Tuesday, 31 January 2012

Dead metaphors

Mervyn Peake, it seems, drew a set of jokey pictures entitled ‘Figures of Speech’:

A man plays the flute, his feet tapping against the music: this is ‘Toeing the line’. Another stares sorrowfully at what seems to be a puppet at the end of his arm: ‘His right-hand man’. A humanoid sea creature surfaces cheerfully from the water, his arms wrapped around himself: ‘Coming up to scratch’. (Michael Wood, ‘Eaten by Owls’, London Review of Books, 26 January 2012).

Those are funny and clever (though not funny and clever enough for me to decide life’s not too short for reading Peake’s Gormenghast novels -- am I wrong?) and the humour lies, as the titles suggest, in taking figurative language literally. The phrases aren’t similes and I'm not sure they’re metaphors (so your poor English teacher would have no way of dealing with them, those two terms being his or her entire stock-in-trade in this field, leftovers from well over a hundred terms taught in classical rhetoric). But they certainly aren’t meant literally, or not original-literally: ‘coming up to scratch’ has a meaning of its own now, which it goes to directly, as it were, not by way of an image, but if we hold it still and allow ‘scratch’ to register, which we’re not normally supposed to, then the original literal meaning, scratching/scratches etc, emerges. A dead metaphor is revitalised.

I mentioned Donald Davie not long ago.  Davie argues, in Purity of Diction in English Verse (1952), a book I've partly read just recently (only to discover that I’d already made notes on it a few years ago though I can’t remember ever having got it out of the library, let alone opening it -- a now familiar experience), that late 18th century verse, which in his day had the reputation of being thin on figurative language (and thus being arid and lacking in experiential colour), actually has plenty only it’s in the form of revitalised dead metaphors.

Now that I look in Davie again, though, I can’t find an example to quote that’s quite like those of Peake. The most interesting discussion so far has been of the transfer of meanings that you’d expect to be expressed in adverbs qualifying verbs into adjectives that qualify nouns, thus conferring particular energy on the verbs. Thus

Urging at noon the slow boat in the reeds
That wav’d their green uncertainty of shade.
(Langthorne, tha knows.)

‘Here “urging”’, says Davie, ‘naked and conspicuous because “slow” has been removed (at no expense to logic) to qualify “boat”, comes over with all the force of muscular exertion. “Wav’d”, too, profits from being left alone...’ (p32 in Penguin 1992 edition). Well, yes,I think I see....something like a metaphorical process is happening...(?)

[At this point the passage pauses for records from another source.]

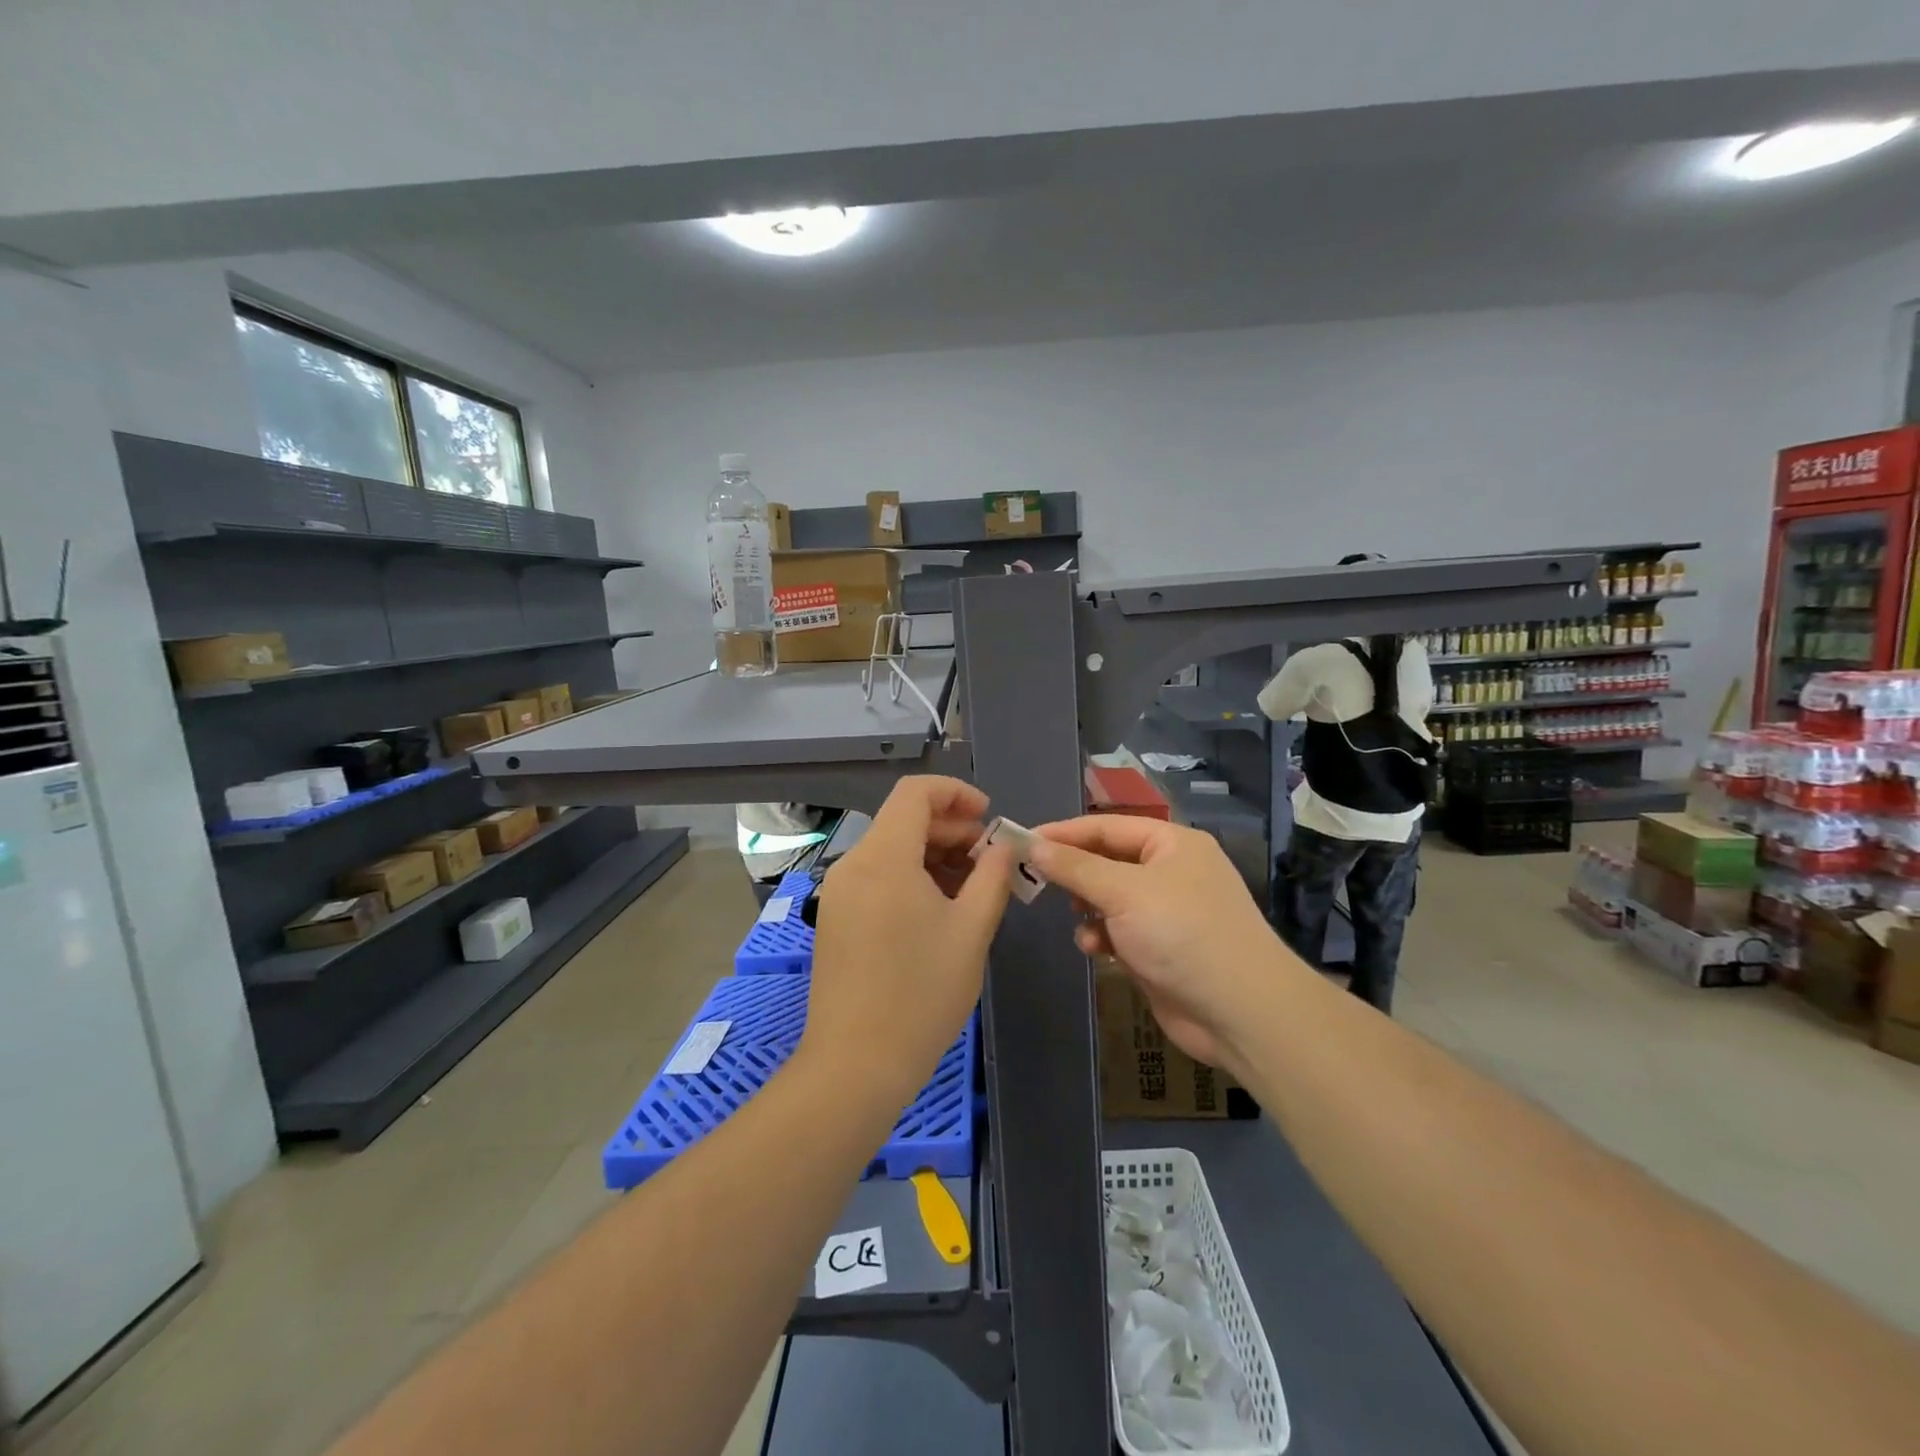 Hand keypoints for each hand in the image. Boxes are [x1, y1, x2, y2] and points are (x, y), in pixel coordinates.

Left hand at [800, 776, 1014, 1107]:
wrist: (856, 1063)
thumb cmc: (922, 992)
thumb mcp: (971, 930)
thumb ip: (992, 876)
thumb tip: (1002, 845)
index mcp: (884, 857)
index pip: (915, 792)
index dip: (956, 793)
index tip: (989, 818)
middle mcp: (853, 865)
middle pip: (903, 821)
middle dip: (951, 830)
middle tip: (990, 860)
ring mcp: (839, 893)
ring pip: (891, 851)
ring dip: (933, 856)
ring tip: (972, 888)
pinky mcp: (836, 919)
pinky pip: (877, 878)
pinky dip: (911, 878)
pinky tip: (939, 910)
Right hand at [1028, 816, 1293, 1069]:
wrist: (1240, 1011)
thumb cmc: (1182, 934)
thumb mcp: (1123, 892)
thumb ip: (1075, 867)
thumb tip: (1034, 845)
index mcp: (1172, 844)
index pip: (1107, 826)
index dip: (1064, 832)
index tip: (1022, 841)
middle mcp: (1172, 871)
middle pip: (1107, 861)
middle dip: (1075, 874)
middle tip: (1037, 881)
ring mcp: (1168, 912)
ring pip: (1110, 899)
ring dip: (1088, 909)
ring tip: (1076, 920)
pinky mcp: (1162, 948)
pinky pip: (1120, 931)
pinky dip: (1103, 937)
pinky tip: (1096, 950)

In other cases the commonplace dead metaphor isn’t cited explicitly but is in the background to explain the sudden force of a formulation that in effect takes it literally. Or so Davie claims. Thus here (Johnson) the ‘submerged’ metaphor is ‘rebellion broke out’:

The bold Bavarian, in a luckless hour,
Tries the dread summits of Caesarian pow’r,
With unexpected legions bursts away,
And sees defenceless realms receive his sway;

Here the metaphor ‘comes to violent life. “Breaks” becomes “bursts”, and strikes out, naked and powerful, because the unexpectedness of the outbreak has been transferred to the instrument, the legions’ (ibid). Well, I'm not sure that ‘breaks out’ really is so insistently present, submerged, when we read the passage, but something of the sort is going on here giving extra force to ‘bursts’ -- and in any case I appreciate Davie’s singling out of these lines with such illuminating insight (to risk a dead metaphor that if woken up would be an embarrassment) that I don’t care.

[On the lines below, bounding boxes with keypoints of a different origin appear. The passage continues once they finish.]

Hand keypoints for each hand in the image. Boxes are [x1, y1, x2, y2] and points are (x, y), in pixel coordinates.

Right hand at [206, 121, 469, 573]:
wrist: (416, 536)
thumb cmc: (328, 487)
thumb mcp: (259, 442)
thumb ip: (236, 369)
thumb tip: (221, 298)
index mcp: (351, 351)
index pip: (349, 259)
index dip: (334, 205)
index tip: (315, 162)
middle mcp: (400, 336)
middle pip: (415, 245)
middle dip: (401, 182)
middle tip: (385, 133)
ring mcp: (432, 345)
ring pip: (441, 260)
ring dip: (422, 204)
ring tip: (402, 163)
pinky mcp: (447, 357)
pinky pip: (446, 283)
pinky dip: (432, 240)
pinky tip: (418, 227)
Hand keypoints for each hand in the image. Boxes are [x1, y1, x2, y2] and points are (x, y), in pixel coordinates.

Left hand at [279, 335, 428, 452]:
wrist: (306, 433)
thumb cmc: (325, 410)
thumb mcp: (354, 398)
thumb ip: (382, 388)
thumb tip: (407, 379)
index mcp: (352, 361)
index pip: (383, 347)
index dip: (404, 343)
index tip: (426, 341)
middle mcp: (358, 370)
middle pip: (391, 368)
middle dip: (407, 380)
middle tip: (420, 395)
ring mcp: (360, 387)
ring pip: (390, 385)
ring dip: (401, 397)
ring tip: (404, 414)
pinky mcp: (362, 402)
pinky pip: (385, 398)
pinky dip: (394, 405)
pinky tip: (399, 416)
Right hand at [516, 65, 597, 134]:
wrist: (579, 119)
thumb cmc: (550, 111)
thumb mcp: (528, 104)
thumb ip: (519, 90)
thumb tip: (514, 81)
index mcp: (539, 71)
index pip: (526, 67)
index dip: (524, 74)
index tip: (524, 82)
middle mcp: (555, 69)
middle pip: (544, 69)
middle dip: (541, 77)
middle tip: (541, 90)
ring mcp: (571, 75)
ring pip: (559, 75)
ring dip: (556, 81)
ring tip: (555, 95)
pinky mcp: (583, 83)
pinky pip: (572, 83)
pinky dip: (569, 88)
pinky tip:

Then we have the submerged ‘stock image (corrupt politicians = foxes)’ in Gray:

Owls would have hooted in St Peter’s choir
And foxes stunk and littered in St Paul’s.


‘The metaphor comes to life because the force of it has shifted onto the verbs, those magnificently “foxy” verbs “stunk” and “littered”, both coming straight out of speech’ (p35).

This ended up not ‘illuminating’ Peake at all, but I enjoyed those memorable snatches of verse and the clarity of Davie’s analyses.

The book, of course, that all students of those plodding courses in Applied Linguistics, Discourse Analysis and the like know is Metaphors We Live By by Lakoff and Johnson, 1980. Owen Barfield, 1947, quoted by Davie, got there much earlier:

‘...figurative expression is found everywhere; its roots descend very deep, as we shall see, into the nature, not only of poetry, but of language itself. If you take away from the stream of European poetry every passage of a metaphorical nature, you would reduce it to a very thin trickle indeed...’ (p27).

2 comments:

paulineknit said...

I have not been following your Blog for long but am compelled to say that you always write such interesting things. Most enjoyable.

Pete Medway said...

Thank you, Pauline! sorry it's so intermittent. (All depends on how much writing I'm having to do for my work at the time.)